If you are thinking about one of these, continue to read.

First thing first. What is liquidity providing?

Providing liquidity is depositing one’s own crypto tokens into an AMM(Automated Market Marker) liquidity pool. Swapping of tokens happens inside the pool. An AMM pool uses smart contracts to manage the transactions automatically. In this article, I will only talk about the most classic pool of two tokens (let’s say token A and B) and use the Constant Product Market Maker algorithm:

x * y = k

where x is the quantity of token A and y is the quantity of token B. Besides, token A and B should have the same value, value = token quantity*token price. When trades happen, the smart contract automatically balances the quantities of tokens in the pool. A token’s price is determined by its quantity ratio versus the other token. I had this article that explains the whole thing more in detail.

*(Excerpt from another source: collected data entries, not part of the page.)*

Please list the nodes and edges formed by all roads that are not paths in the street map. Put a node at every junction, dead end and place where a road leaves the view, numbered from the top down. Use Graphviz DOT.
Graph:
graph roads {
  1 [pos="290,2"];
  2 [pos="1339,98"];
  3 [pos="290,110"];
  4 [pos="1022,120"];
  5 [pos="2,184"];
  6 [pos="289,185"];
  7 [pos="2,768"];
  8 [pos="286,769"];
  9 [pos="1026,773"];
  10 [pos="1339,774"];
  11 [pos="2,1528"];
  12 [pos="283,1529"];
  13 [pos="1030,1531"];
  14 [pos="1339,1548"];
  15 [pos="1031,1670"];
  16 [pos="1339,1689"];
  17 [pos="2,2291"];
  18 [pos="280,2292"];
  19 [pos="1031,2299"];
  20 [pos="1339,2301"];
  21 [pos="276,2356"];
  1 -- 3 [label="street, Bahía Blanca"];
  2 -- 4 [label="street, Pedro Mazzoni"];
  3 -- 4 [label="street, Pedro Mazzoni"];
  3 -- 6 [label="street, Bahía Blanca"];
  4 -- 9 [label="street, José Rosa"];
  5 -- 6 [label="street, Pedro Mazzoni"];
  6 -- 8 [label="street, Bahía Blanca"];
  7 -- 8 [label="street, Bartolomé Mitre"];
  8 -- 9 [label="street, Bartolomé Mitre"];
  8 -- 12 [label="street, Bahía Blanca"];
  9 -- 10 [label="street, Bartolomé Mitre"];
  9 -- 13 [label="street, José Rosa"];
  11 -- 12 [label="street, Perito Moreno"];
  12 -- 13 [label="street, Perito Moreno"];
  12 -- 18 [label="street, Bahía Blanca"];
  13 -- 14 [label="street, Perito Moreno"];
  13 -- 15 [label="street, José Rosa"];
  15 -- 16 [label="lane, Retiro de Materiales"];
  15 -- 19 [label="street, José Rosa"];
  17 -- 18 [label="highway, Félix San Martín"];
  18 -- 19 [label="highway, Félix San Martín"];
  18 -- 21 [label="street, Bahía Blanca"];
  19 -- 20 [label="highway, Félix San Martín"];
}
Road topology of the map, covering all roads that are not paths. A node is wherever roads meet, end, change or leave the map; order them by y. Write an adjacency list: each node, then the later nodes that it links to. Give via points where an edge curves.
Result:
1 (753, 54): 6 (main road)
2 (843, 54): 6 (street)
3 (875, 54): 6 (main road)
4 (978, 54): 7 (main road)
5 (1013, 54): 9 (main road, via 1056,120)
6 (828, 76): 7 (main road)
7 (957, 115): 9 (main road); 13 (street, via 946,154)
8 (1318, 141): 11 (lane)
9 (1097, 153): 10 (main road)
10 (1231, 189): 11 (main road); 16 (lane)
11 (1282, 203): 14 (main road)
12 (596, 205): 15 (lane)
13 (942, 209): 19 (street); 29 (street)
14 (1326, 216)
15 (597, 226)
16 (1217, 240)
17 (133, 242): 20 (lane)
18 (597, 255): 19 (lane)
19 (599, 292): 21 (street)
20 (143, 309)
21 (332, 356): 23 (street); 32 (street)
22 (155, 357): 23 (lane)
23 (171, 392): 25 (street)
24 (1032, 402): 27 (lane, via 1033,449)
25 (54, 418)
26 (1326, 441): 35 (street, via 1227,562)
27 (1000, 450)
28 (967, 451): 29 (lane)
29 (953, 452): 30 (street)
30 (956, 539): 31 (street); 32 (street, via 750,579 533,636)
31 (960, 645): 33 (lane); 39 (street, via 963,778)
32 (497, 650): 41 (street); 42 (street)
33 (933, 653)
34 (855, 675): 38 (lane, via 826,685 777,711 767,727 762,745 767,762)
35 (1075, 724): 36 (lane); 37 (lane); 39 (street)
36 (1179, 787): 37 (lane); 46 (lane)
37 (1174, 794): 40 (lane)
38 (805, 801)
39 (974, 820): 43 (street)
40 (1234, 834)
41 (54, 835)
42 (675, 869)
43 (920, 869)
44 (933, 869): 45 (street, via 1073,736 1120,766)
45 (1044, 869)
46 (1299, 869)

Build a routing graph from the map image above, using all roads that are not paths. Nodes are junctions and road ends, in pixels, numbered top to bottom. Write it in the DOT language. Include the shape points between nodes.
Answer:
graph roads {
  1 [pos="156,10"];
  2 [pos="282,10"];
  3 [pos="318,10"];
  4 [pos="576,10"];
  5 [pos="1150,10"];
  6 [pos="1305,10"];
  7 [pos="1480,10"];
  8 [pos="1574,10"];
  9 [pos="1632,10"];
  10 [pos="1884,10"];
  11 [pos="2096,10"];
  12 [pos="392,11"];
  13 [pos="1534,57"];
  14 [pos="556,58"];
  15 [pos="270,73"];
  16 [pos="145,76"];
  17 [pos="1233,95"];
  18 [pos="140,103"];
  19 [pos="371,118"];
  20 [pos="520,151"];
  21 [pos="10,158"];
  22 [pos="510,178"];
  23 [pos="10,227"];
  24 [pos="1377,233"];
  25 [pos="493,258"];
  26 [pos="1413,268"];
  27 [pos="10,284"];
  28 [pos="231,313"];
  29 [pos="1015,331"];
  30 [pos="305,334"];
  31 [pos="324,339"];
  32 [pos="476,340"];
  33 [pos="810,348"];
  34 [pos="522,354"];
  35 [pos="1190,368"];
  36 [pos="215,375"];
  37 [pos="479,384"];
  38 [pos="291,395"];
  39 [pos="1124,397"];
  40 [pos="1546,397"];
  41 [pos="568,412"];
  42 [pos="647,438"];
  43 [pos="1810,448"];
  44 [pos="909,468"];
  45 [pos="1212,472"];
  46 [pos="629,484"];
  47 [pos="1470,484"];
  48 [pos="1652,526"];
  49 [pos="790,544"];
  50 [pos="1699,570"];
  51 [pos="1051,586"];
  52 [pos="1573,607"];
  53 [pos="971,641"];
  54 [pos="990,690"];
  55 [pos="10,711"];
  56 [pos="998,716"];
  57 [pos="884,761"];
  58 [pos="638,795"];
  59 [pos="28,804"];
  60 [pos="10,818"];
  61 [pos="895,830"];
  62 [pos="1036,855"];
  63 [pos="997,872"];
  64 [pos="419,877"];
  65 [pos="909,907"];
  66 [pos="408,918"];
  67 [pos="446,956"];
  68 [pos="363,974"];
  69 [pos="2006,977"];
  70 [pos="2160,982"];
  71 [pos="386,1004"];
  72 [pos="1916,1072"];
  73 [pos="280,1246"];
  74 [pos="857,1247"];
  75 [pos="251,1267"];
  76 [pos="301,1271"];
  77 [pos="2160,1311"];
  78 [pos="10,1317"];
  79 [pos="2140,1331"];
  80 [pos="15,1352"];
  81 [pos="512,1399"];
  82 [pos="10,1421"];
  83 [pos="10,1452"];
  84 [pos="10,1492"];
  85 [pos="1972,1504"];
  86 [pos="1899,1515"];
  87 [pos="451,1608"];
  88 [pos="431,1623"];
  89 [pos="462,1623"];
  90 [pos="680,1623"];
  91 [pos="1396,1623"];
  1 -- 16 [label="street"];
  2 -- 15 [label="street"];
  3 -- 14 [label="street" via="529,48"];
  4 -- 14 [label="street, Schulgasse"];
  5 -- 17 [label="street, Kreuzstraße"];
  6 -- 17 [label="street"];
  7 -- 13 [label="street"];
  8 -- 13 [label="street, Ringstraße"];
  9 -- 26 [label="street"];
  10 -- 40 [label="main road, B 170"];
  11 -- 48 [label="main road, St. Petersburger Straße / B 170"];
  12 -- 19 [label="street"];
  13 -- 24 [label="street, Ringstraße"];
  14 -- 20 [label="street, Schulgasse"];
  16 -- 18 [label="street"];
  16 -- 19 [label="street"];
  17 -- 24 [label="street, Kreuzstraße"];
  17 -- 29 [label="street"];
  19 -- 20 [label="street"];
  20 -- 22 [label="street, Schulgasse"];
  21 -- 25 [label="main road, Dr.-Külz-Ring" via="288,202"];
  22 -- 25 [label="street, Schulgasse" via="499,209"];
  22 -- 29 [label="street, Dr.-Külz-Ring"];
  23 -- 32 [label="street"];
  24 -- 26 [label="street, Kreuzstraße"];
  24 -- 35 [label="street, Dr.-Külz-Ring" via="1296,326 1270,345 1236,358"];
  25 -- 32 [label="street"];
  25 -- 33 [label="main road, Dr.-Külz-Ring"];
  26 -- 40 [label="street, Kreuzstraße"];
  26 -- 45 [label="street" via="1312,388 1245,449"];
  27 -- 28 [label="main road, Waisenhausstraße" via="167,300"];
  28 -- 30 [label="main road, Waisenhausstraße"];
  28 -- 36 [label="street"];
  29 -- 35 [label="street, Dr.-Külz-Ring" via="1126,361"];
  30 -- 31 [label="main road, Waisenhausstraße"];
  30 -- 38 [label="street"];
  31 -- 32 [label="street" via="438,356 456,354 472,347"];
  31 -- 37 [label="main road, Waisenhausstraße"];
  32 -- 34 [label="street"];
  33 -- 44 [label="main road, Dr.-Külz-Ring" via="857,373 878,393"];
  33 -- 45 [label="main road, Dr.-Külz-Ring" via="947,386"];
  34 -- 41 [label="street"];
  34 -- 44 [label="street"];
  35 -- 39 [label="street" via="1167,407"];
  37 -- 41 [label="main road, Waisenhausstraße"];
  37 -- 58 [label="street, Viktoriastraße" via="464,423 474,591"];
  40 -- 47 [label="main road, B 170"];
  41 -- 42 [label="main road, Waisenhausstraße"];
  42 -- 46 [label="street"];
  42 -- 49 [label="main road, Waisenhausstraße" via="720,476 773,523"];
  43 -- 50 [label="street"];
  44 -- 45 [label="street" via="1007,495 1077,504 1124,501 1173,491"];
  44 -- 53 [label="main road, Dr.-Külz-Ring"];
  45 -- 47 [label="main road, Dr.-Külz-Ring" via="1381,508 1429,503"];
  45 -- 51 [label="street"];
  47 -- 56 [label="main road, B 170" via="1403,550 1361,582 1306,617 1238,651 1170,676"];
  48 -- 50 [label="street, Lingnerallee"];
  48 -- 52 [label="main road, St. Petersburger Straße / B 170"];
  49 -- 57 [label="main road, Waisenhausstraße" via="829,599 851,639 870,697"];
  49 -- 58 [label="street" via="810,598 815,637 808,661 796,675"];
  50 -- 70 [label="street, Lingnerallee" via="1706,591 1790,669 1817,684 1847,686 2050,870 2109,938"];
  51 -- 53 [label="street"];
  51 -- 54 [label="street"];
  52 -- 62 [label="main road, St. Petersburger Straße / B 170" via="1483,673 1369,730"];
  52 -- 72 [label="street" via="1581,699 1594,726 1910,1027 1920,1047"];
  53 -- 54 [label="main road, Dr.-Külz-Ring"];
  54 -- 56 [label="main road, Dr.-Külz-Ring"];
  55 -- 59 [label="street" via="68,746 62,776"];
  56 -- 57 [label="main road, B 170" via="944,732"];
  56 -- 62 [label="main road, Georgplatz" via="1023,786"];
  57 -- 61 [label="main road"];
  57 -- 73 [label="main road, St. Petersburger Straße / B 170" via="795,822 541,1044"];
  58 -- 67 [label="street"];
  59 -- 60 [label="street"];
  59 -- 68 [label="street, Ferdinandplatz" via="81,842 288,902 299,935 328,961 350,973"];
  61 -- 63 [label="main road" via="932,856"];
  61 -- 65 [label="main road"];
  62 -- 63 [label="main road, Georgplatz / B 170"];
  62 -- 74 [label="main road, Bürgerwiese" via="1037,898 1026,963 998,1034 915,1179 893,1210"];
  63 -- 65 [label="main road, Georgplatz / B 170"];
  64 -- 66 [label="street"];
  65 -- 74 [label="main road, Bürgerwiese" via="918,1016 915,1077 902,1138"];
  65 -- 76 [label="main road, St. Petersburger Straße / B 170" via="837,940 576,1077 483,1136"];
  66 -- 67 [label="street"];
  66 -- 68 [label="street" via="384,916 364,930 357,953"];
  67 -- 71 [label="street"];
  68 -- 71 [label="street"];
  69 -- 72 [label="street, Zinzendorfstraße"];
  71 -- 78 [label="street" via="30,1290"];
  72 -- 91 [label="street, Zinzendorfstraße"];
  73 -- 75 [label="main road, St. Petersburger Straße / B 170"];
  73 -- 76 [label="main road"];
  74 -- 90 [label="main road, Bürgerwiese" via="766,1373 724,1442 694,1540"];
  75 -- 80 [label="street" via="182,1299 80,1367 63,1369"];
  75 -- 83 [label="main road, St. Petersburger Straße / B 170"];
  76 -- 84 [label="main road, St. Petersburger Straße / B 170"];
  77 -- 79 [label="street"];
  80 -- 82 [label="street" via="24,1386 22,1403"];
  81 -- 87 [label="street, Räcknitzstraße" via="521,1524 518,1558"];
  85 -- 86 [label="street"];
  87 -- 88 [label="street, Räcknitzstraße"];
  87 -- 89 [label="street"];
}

The liquidity provider (LP) provides liquidity and gets an LP token representing his share in the pool. The pools give LPs the trading fee for rewarding them. The trading fee is expressed as a percentage of the trading volume, usually 0.3% — 1%. An LP receives the fee proportional to his share in the pool. The collected fee is re-invested in the pool; thus, k increases with trades. Consequently, the LP token will contain more tokens A and B over time.

Many protocols further incentivize LP by giving out yield farming rewards on top…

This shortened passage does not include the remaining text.